> _Materials provided_:
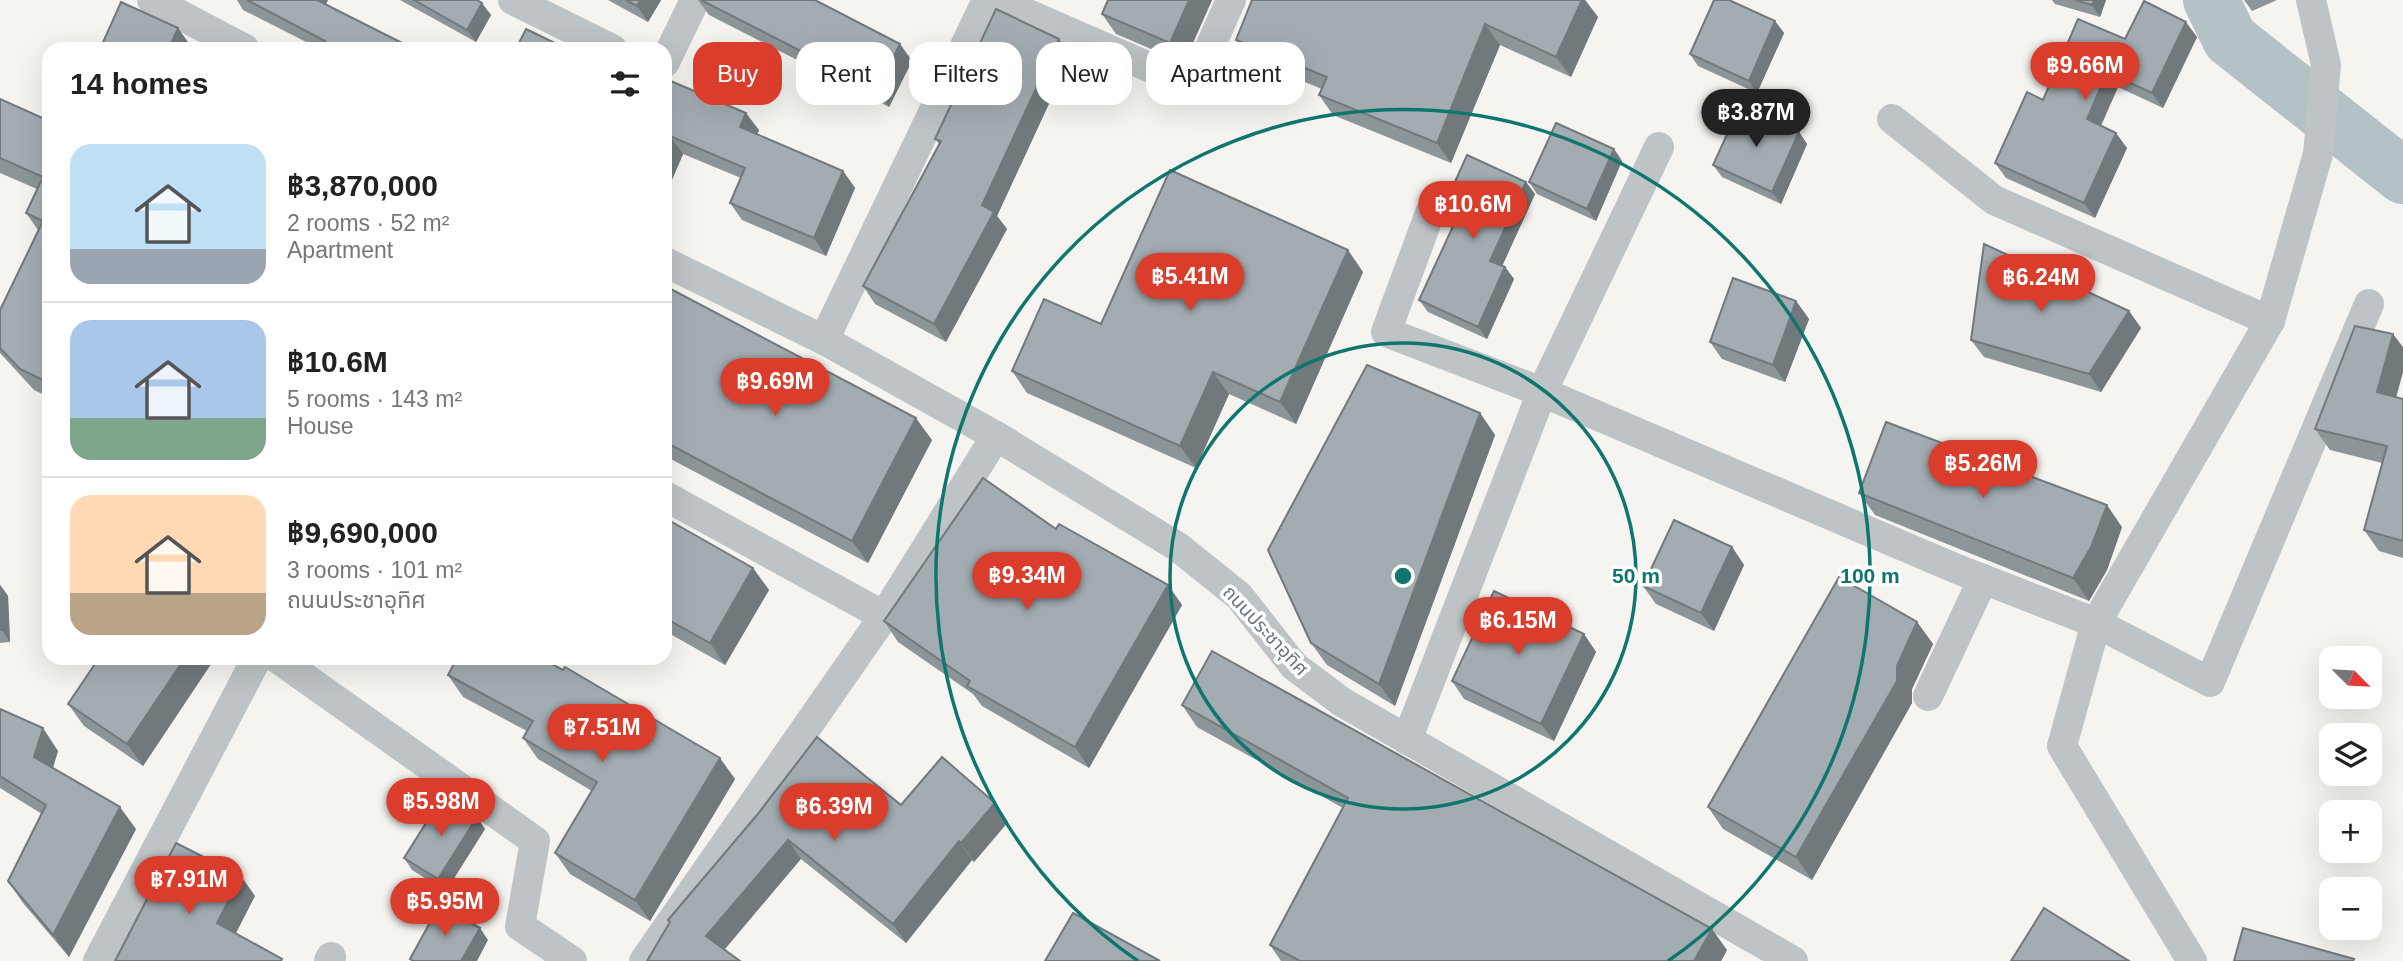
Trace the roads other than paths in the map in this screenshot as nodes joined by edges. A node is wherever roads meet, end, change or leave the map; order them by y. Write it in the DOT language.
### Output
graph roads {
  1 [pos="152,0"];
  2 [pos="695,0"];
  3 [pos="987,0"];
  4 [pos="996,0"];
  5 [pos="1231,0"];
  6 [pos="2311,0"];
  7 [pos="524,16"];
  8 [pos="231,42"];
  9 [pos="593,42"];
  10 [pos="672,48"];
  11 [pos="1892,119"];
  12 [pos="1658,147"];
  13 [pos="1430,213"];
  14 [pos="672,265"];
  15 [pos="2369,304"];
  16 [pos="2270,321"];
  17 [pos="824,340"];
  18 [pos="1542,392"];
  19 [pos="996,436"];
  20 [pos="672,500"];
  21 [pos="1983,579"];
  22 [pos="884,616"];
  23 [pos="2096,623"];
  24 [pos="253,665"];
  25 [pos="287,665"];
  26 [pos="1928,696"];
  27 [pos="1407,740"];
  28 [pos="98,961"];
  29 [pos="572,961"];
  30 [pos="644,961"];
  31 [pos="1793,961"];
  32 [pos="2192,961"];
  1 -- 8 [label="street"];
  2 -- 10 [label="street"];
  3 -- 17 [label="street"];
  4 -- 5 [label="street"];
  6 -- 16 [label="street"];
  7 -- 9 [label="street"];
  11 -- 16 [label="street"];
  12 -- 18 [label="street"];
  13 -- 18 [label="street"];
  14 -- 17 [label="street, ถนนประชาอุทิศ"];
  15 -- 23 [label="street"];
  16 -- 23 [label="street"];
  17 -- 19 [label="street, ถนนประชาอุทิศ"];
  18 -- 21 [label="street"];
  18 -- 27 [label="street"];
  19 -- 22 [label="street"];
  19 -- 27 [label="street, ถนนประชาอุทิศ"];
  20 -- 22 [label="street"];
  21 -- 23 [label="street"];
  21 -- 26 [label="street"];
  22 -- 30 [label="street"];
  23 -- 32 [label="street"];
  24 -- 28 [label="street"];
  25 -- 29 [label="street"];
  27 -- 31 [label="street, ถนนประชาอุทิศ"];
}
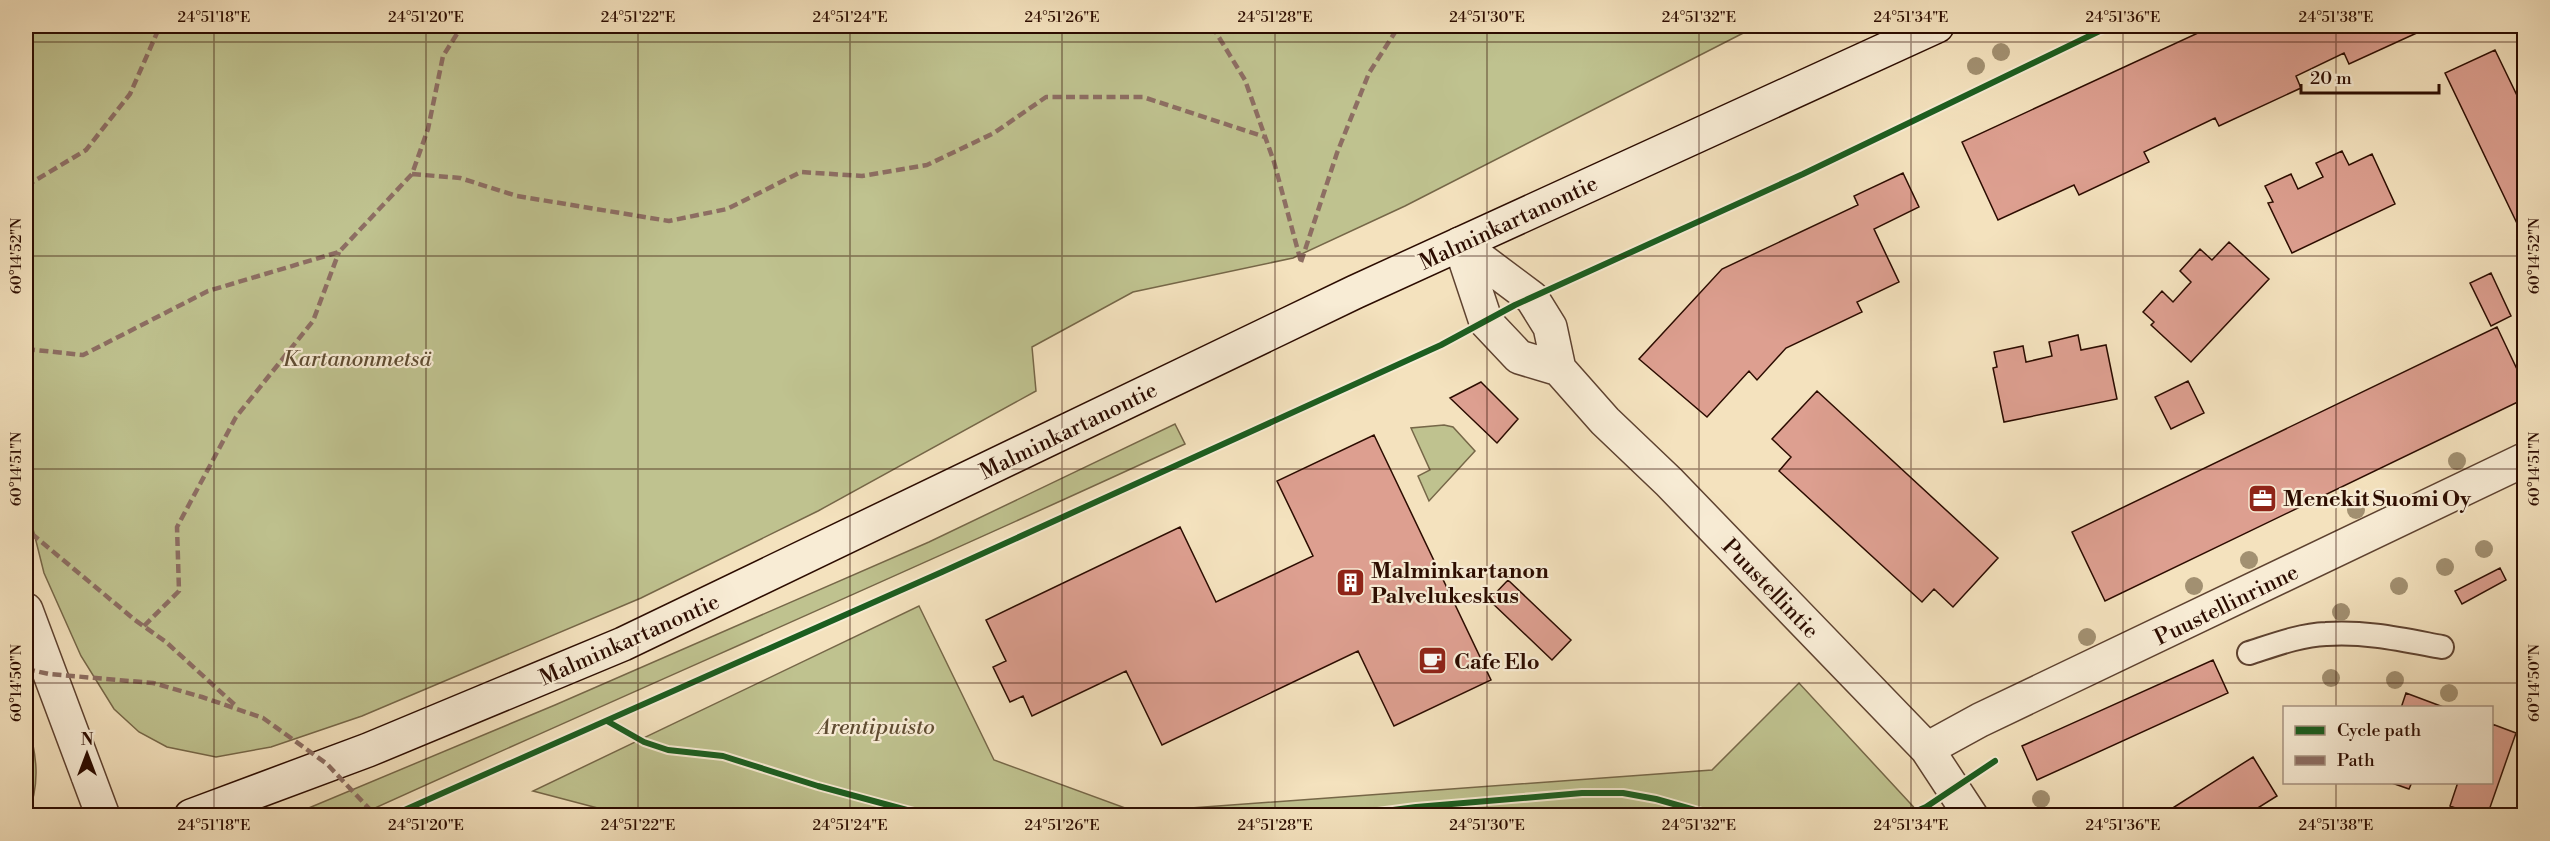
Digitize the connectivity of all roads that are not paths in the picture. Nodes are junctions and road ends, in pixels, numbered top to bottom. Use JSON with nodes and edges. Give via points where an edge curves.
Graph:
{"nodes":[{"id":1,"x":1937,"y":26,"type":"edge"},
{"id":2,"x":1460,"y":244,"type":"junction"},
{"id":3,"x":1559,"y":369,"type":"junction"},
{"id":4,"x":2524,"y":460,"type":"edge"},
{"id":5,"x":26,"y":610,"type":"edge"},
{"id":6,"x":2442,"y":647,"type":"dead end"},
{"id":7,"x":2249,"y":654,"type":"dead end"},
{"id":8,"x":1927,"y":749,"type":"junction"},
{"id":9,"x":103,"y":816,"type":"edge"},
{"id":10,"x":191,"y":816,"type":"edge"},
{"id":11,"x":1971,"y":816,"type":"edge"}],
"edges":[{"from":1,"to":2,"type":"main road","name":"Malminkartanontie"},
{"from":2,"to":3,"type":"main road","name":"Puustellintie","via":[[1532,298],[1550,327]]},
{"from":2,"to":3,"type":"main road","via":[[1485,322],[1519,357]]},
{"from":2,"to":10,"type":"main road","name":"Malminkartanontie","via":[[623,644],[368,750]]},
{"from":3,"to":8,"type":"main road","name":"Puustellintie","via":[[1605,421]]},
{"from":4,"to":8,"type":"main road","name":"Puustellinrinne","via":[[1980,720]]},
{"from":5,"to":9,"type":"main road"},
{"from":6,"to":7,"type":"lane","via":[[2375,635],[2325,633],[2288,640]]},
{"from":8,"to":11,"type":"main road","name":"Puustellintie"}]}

> _Work item_: The only thing to give is how many lines of the listing include the word "edges".

> _Problem solution_: 3